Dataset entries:
* * * *

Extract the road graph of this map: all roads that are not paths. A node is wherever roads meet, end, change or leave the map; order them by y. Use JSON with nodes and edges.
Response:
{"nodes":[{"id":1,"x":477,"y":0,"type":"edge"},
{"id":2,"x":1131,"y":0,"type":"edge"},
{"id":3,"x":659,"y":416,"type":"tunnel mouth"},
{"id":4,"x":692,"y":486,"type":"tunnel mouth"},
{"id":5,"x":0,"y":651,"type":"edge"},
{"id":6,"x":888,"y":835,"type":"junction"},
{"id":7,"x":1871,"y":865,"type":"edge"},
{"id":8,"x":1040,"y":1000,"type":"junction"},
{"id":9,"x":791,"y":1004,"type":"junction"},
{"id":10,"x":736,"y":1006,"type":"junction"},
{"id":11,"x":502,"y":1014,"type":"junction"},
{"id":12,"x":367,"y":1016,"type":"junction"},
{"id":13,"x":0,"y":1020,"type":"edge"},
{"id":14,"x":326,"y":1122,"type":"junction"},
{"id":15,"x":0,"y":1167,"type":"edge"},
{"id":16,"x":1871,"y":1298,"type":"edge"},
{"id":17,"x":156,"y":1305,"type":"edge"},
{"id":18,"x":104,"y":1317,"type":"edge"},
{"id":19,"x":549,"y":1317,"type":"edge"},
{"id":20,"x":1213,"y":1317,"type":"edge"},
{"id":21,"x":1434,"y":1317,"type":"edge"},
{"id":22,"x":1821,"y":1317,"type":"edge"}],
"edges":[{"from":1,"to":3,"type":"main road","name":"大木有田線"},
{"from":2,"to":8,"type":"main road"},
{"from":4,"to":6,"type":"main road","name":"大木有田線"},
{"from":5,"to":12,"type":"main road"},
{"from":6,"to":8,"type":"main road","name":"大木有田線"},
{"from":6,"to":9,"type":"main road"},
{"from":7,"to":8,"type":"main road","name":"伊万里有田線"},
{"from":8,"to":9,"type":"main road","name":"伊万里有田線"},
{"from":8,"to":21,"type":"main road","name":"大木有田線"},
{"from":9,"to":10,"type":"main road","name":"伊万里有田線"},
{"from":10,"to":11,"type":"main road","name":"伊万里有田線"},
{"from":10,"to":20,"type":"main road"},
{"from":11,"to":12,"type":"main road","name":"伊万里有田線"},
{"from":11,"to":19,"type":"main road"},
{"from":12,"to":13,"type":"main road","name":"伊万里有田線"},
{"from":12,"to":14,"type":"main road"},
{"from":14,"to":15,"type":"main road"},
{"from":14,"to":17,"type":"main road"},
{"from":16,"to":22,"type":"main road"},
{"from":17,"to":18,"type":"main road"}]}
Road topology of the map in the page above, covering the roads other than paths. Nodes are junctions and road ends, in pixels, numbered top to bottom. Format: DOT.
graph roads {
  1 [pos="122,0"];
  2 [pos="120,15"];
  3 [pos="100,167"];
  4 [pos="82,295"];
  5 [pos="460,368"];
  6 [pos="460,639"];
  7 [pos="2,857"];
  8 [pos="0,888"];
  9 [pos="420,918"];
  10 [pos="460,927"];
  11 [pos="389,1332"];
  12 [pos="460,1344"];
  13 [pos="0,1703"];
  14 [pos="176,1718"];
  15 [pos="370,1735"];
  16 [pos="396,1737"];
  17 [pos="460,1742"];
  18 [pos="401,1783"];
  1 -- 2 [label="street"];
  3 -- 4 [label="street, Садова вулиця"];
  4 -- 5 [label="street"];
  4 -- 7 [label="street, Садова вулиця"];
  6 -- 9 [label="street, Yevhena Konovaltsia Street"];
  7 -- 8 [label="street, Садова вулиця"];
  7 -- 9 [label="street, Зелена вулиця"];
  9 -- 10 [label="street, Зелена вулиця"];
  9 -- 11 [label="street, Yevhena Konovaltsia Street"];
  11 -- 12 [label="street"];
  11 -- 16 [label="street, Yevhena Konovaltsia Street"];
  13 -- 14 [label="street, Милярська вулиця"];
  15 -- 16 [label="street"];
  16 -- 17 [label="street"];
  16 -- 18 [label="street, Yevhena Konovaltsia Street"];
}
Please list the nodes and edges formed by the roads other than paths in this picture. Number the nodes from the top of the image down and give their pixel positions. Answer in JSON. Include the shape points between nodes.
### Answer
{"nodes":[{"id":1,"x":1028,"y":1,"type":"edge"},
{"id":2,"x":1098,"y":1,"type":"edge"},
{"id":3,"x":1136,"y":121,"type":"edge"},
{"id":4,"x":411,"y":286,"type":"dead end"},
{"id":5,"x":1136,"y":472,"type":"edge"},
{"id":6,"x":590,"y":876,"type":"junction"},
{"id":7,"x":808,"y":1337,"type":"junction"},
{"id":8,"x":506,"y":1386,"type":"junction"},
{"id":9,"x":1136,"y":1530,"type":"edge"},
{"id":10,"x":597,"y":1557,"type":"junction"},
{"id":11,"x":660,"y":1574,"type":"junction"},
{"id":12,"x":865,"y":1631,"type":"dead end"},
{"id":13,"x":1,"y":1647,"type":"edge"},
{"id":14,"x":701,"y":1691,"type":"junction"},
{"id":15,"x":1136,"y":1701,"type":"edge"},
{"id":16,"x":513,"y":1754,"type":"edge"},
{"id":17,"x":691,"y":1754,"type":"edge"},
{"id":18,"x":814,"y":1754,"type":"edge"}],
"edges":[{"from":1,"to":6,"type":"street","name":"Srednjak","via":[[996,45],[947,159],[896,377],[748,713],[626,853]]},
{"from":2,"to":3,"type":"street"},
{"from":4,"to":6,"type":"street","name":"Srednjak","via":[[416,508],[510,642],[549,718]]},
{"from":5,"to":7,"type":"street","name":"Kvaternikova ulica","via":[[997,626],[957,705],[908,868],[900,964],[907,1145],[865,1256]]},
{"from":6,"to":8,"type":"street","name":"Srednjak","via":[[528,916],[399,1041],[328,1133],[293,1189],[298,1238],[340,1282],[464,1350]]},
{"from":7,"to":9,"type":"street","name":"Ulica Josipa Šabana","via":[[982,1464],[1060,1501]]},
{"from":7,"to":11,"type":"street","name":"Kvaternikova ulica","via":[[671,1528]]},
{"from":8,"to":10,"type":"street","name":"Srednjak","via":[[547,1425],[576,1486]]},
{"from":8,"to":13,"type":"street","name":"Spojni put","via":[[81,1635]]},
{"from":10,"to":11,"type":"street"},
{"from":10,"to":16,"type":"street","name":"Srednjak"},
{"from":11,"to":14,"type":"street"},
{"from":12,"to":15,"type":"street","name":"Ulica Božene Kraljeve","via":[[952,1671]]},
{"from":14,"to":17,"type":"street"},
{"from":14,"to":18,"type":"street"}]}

* * * *

> _Work instruction_:
Each line that holds the string "Садова" is to be copied from the entries above.

> _Solution for this task_:
  3 -- 4 [label="street, Садова вулиця"];
  4 -- 7 [label="street, Садова вулиця"];
  7 -- 8 [label="street, Садова вулиця"];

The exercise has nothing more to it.